======== Stored data

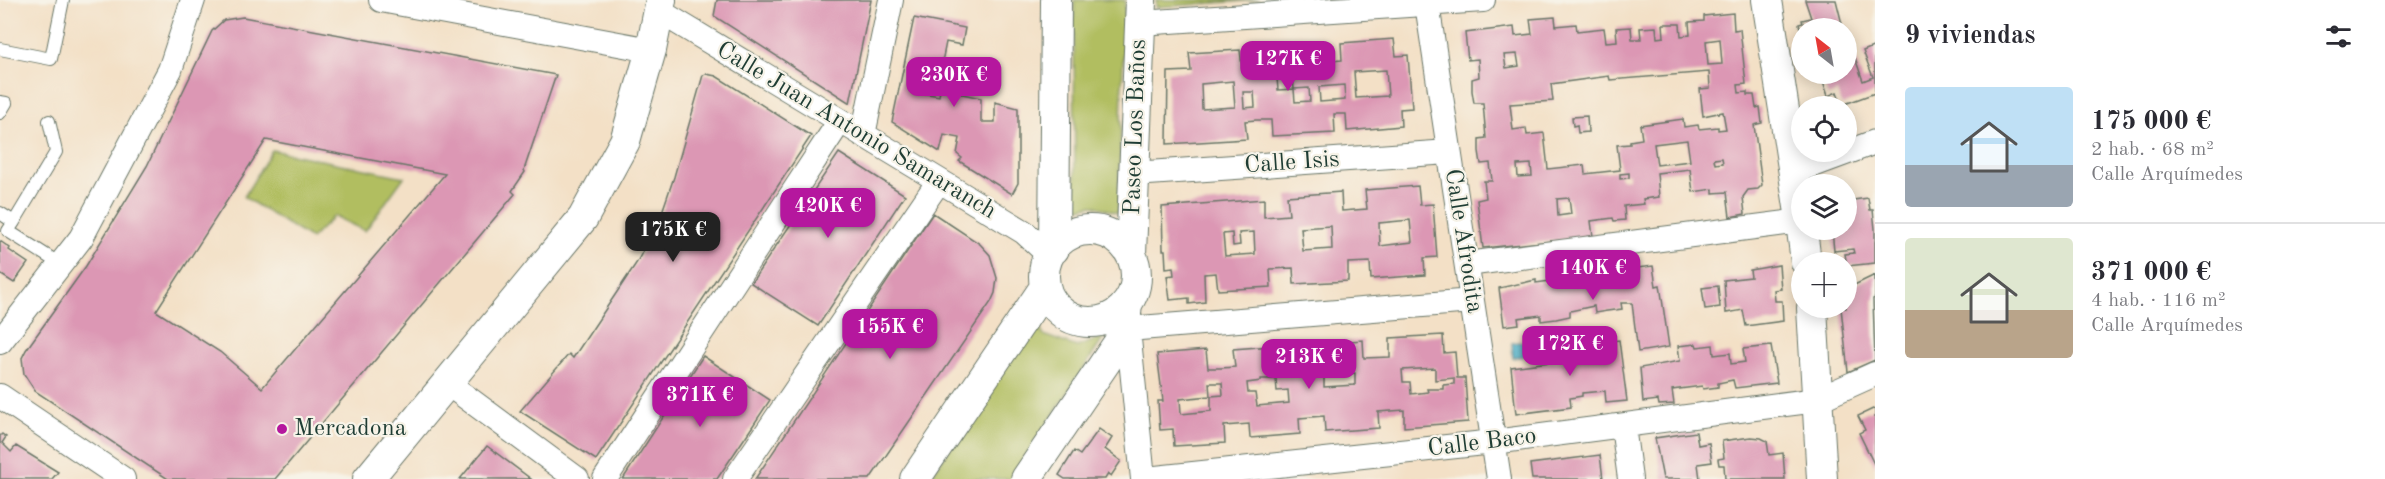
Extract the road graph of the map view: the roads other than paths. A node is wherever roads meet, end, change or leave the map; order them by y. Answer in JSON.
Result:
{"nodes":[{"id":1,"x":63,"y":0,"type":"edge"},
{"id":2,"x":194,"y":0,"type":"edge"},
{"id":3,"x":381,"y":0,"type":"edge"},
{"id":4,"x":891,"y":0,"type":"edge"},
{"id":5,"x":1056,"y":0,"type":"edge"},
{"id":6,"x":1483,"y":0,"type":"edge"},
{"id":7,"x":1767,"y":0,"type":"edge"},
{"id":8,"x":1427,"y":4,"type":"junction"},
{"id":9,"x":660,"y":6,"type":"edge"},
{"id":10,"x":1141,"y":12,"type":"edge"},
{"id":11,"x":0,"y":50,"type":"edge"},
{"id":12,"x":651,"y":50,"type":"junction"},
{"id":13,"x":0,"y":102,"type":"edge"},
{"id":14,"x":0,"y":113,"type":"edge"},
{"id":15,"x":49,"y":121,"type":"dead end"},
{"id":16,"x":840,"y":121,"type":"junction"},
{"id":17,"x":863,"y":135,"type":"junction"},
{"id":18,"x":1875,"y":142,"type":"edge"},
{"id":19,"x":1449,"y":152,"type":"junction"},
{"id":20,"x":1794,"y":172,"type":"joint"},
{"id":21,"x":1134,"y":174,"type":"junction"},
{"id":22,"x":939,"y":182,"type":"junction"},
{"id":23,"x":0,"y":213,"type":"edge"},
{"id":24,"x":14,"y":222,"type":"junction"},
{"id":25,"x":1791,"y":222,"type":"edge"},
{"id":26,"x":1052,"y":252,"type":"junction"},
{"id":27,"x":1131,"y":254,"type":"junction"},
{"id":28,"x":60,"y":264,"type":"junction"},
{"id":29,"x":1467,"y":264,"type":"junction"},
{"id":30,"x":1045,"y":287,"type":"junction"},
{"id":31,"x":1472,"y":302,"type":"junction"},
{"id":32,"x":1129,"y":315,"type":"junction"},
{"id":33,"x":1813,"y":318,"type":"edge"},
{"id":34,"x":0,"y":342,"type":"edge"},
{"id":35,"x":1875,"y":374,"type":"edge"},
{"id":36,"x":447,"y":383,"type":"junction"},
{"id":37,"x":0,"y":396,"type":"edge"},
{"id":38,"x":1818,"y":400,"type":"junction"},
{"id":39,"x":1623,"y":426,"type":"junction"},
{"id":40,"x":1494,"y":442,"type":"junction"},
{"id":41,"x":92,"y":471,"type":"edge"},
{"id":42,"x":123,"y":479,"type":"edge"},
{"id":43,"x":368,"y":479,"type":"edge"},
{"id":44,"x":577,"y":479,"type":"edge"},
{"id":45,"x":605,"y":479,"type":"edge"},
{"id":46,"x":735,"y":479,"type":"edge"},
{"id":47,"x":915,"y":479,"type":"edge"},
{"id":48,"x":1026,"y":479,"type":"edge"},
{"id":49,"x":1145,"y":479,"type":"edge"},
{"id":50,"x":1499,"y":479,"type":"edge"},
{"id":51,"x":1630,"y":479,"type":"edge"},
{"id":52,"x":1822,"y":479,"type":"edge"}],
"edges":[{"from":1,"to":11,"type":"lane"},
{"from":2,"to":28,"type":"street"},
{"from":3,"to":12,"type":"street"},
{"from":4,"to":17,"type":"street"},
{"from":5,"to":26,"type":"street"},
{"from":6,"to":8,"type":"street"},
{"from":7,"to":20,"type":"street"},
{"from":8,"to":10,"type":"street"},
{"from":8,"to":19,"type":"street","name":"Calle Afrodita"},
{"from":9,"to":12,"type":"street"},
{"from":9,"to":16,"type":"street","name":"Calle Juan Antonio Samaranch"},
{"from":10,"to":21,"type":"street","name":"Paseo Los Baños"},
{"from":12,"to":36,"type":"street"},
{"from":13,"to":14,"type":"lane"},
{"from":15,"to":24,"type":"lane"},
{"from":16,"to":17,"type":"street","name":"Calle Juan Antonio Samaranch"},
{"from":16,"to":45,"type":"street"},
{"from":17,"to":22,"type":"street","name":"Calle Juan Antonio Samaranch"},
{"from":18,"to":20,"type":"street"},
{"from":19,"to":21,"type":"street","name":"Calle Isis"},
{"from":19,"to":29,"type":"street","name":"Calle Afrodita"},
{"from":21,"to":27,"type":"street","name":"Paseo Los Baños"},
{"from":22,"to":26,"type":"street","name":"Calle Juan Antonio Samaranch"},
{"from":22,"to":46,"type":"street"},
{"from":23,"to":24,"type":"lane"},
{"from":24,"to":28,"type":"lane"},
{"from":25,"to":29,"type":"street"},
{"from":26,"to":27,"type":"street"},
{"from":26,"to":30,"type":"street"},
{"from":27,"to":32,"type":"street"},
{"from":28,"to":34,"type":"street"},
{"from":29,"to":31,"type":"street","name":"Calle Afrodita"},
{"from":30,"to":32,"type":"street"},
{"from":30,"to":47,"type":"street"},
{"from":31,"to":32,"type":"street"},
{"from":31,"to":40,"type":"street","name":"Calle Afrodita"},
{"from":32,"to":48,"type":"street"},
{"from":32,"to":49,"type":"street"},
{"from":33,"to":38,"type":"street"},
{"from":35,"to":38,"type":"street","name":"Calle Baco"},
{"from":36,"to":43,"type":"street"},
{"from":36,"to":44,"type":"street"},
{"from":37,"to":41,"type":"street"},
{"from":38,"to":39,"type":"street","name":"Calle Baco"},
{"from":38,"to":52,"type":"street"},
{"from":39,"to":40,"type":"street","name":"Calle Baco"},
{"from":39,"to":51,"type":"street"},
{"from":40,"to":49,"type":"street","name":"Calle Baco"},
{"from":40,"to":50,"type":"street","name":"Calle Afrodita"},
{"from":41,"to":42,"type":"street"}]}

================

Find "lane" in the preceding records. Copy each line that holds it.

"edges":[{"from":1,"to":11,"type":"lane"},
{"from":13,"to":14,"type":"lane"},
{"from":15,"to":24,"type":"lane"},
{"from":23,"to":24,"type":"lane"},
{"from":24,"to":28,"type":"lane"},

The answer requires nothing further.